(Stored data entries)

[Start of Attachment]

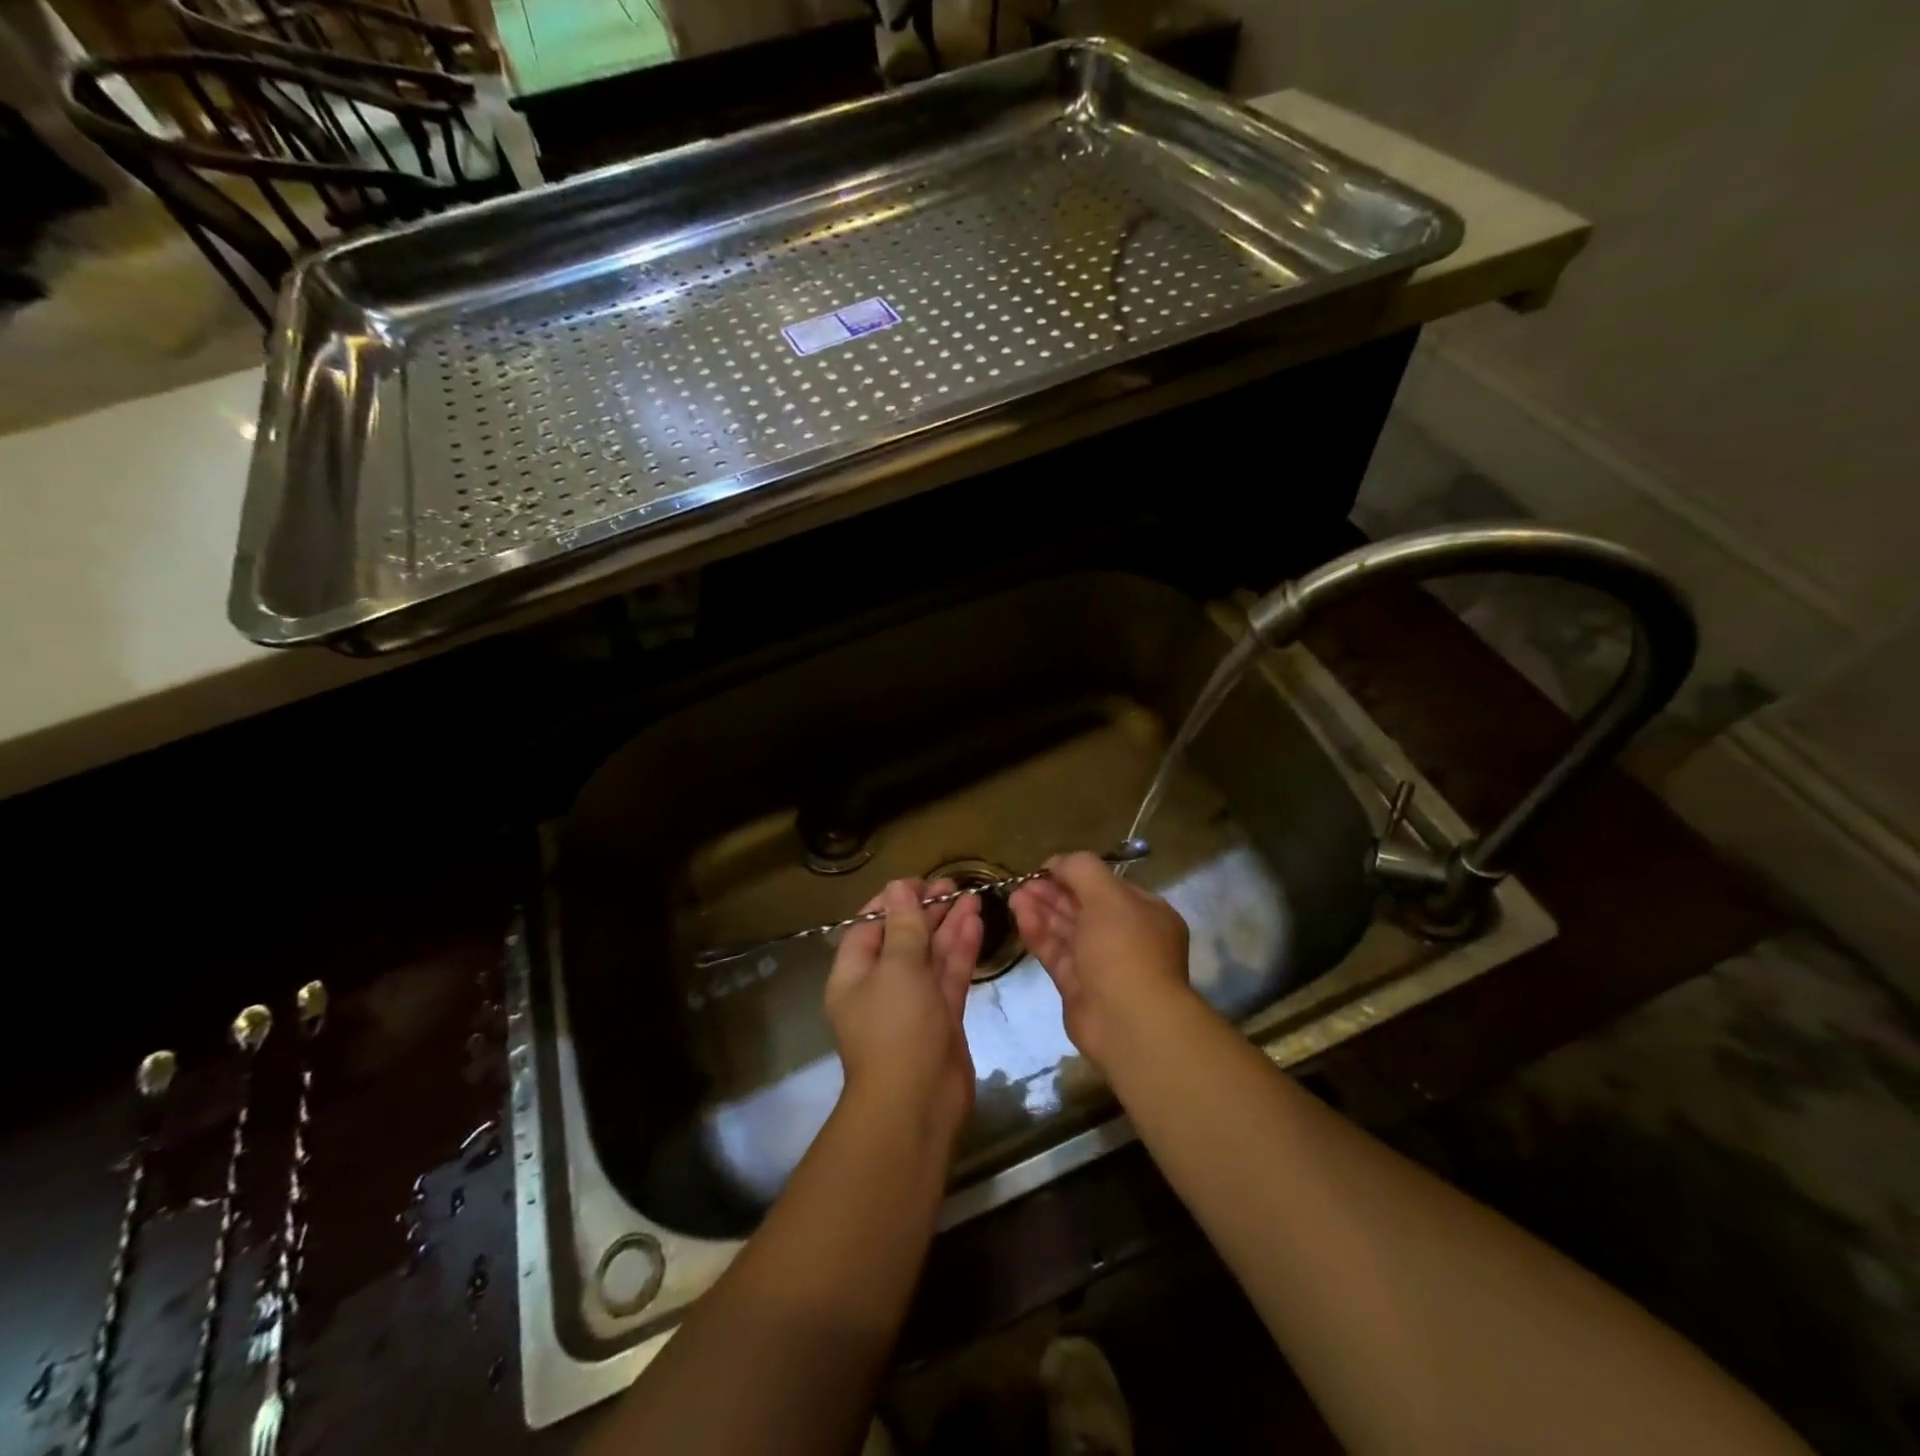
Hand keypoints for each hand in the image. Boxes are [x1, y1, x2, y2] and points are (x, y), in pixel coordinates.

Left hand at [825, 879, 982, 1142]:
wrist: (916, 1104)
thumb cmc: (896, 1028)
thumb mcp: (897, 968)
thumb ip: (904, 926)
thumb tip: (898, 887)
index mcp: (854, 975)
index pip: (869, 926)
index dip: (893, 901)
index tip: (920, 882)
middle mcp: (880, 986)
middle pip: (903, 938)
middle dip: (927, 911)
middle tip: (953, 885)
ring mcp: (913, 1003)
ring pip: (931, 956)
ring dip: (949, 926)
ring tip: (972, 896)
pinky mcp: (941, 1018)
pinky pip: (949, 976)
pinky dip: (961, 950)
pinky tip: (976, 923)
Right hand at [1009, 853, 1193, 1071]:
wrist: (1129, 1022)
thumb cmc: (1125, 949)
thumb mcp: (1108, 897)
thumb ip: (1081, 870)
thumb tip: (1057, 861)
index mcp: (1145, 914)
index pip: (1106, 886)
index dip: (1075, 874)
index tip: (1045, 868)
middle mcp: (1126, 937)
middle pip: (1083, 907)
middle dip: (1052, 893)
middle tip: (1023, 883)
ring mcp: (1101, 964)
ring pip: (1067, 931)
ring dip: (1041, 911)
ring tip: (1014, 896)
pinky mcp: (1078, 987)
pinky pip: (1057, 954)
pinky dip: (1039, 935)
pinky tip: (1020, 917)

[End of Attachment]

» WHAT THE EXERCISE ASKS:
Starting at the line with "ring pip: (1067, 931)", copy each line through the end of the data, both ends included, and give nothing else.

» REPLY TO THE TASK:
ring pip: (1067, 931)
ring dip: (1041, 911)
ring tip: (1014, 896)
pinky mcp: (1078, 987)
pinky pip: (1057, 954)
pinky dip: (1039, 935)
pinky tip: (1020, 917)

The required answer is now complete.